While the low-float and low nominal price of the stock at IPO may attract day traders and the company has produced strong growth in recent periods, Armlogi Holding Corp. is exposed to significant trade tensions with essentially its entire customer base located in China.
I’m therefore Neutral on the IPO.
Armlogi Overview
Walnut, California-based Armlogi Holding Corp. was founded to develop a suite of supply chain solutions for the warehouse management and order fulfillment aspects of e-commerce company operations in the U.S.
Management is headed by co-founder, Chairman, CEO and president Aidy Chou, who has been with the firm since its inception and was previously CEO and CFO of Advance Tuner.
The company’s primary offerings include the following:
- Warehouses
- Customers brokers
- Merchandise transportation
- Warehouse management
- Order fulfillment
- Product, storage, packing, kitting
- Order assembly, load consolidation
- Inventory management and sales forecasting
- Third-party distribution coordination
- Other services.
As of March 31, 2023, Armlogi has booked fair market value investment of $8.9 million in equity from investors, including Aidy Chou and Tong Wu.
Armlogi Customer Acquisition
The firm pursues customers internationally who wish to sell and warehouse their products in the United States.
For the nine months ended March 31, 2023, 96% of the company’s revenue came from clients located in China.
It also serves U.S.-based clients who seek the company’s complete service options for warehousing and order fulfillment services.

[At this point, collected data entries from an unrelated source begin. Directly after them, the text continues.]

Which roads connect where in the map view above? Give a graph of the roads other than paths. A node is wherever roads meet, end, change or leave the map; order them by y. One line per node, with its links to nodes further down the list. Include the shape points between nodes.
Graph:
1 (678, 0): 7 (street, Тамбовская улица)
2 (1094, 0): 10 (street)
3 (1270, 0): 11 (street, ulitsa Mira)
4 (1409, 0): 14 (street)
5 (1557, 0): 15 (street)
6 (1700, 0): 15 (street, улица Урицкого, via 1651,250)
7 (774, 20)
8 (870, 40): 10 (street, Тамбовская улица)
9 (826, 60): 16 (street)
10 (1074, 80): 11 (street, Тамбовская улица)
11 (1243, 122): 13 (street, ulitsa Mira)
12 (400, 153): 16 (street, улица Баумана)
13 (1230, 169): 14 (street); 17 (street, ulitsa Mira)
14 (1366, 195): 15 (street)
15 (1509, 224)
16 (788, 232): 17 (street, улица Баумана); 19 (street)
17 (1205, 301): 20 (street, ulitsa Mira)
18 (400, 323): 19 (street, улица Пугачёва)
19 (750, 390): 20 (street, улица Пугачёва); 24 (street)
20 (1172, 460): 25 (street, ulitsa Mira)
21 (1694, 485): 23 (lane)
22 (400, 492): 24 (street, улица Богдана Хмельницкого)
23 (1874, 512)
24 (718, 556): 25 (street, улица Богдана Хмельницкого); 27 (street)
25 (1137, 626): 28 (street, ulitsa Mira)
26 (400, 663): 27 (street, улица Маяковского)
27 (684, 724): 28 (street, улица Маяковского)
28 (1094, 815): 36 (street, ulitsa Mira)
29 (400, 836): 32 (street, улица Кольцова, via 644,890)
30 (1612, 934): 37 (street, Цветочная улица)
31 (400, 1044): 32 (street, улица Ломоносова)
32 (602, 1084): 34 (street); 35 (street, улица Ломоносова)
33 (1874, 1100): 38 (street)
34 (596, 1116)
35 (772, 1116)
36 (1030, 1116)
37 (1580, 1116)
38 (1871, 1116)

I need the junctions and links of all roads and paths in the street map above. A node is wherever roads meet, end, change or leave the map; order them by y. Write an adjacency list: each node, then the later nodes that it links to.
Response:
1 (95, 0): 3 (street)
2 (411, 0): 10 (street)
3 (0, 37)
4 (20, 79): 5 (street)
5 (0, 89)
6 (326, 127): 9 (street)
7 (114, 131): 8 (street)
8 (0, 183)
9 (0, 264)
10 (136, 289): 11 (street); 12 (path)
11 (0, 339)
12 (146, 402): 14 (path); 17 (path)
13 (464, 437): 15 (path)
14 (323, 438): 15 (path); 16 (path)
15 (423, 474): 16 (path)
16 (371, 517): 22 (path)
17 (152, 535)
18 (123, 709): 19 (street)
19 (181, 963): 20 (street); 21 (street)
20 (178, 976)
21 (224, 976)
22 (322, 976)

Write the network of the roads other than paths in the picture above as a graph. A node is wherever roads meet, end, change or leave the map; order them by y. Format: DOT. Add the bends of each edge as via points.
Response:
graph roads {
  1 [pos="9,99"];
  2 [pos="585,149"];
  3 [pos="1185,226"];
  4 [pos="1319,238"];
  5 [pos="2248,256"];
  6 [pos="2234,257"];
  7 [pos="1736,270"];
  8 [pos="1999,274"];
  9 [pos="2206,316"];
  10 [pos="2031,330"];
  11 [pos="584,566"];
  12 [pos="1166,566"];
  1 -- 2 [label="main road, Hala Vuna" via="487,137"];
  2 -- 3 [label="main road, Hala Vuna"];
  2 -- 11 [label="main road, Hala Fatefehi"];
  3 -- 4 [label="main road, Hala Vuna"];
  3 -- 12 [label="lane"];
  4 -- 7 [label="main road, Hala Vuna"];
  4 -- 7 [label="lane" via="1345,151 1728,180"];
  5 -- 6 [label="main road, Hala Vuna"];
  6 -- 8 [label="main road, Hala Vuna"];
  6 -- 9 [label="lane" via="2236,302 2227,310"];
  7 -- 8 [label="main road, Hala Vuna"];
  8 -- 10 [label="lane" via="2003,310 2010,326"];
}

General and Administrative expenses as a percentage of total revenue have trended lower as revenues have increased, as the figures below indicate:
General & Administrative |
Expenses vs. Revenue |
Period |
Percentage |
Nine Mos. Ended March 31, 2023 |
8.0% |
FYE June 30, 2022 |
7.3% |
FYE June 30, 2021 |
12.4% |
(Source – SEC.)
The General and Administrative efficiency multiple, defined as how many dollars of additional new revenue are generated by each dollar of General and Administrative expense, fell to 8.1x in the most recent reporting period, as shown in the table below:
General & Administrative |
Efficiency Rate |
Period |
Multiple |
Nine Mos. Ended March 31, 2023 |
8.1 |
FYE June 30, 2022 |
11.5 |
(Source – SEC.)
Armlogi’s Market
According to a 2023 market research report by Mordor Intelligence, the global storage and warehousing services market is an estimated $692 billion in 2023 and is forecasted to reach $964 billion by 2028.
This represents a forecast CAGR of 6.86 from 2018 to 2028.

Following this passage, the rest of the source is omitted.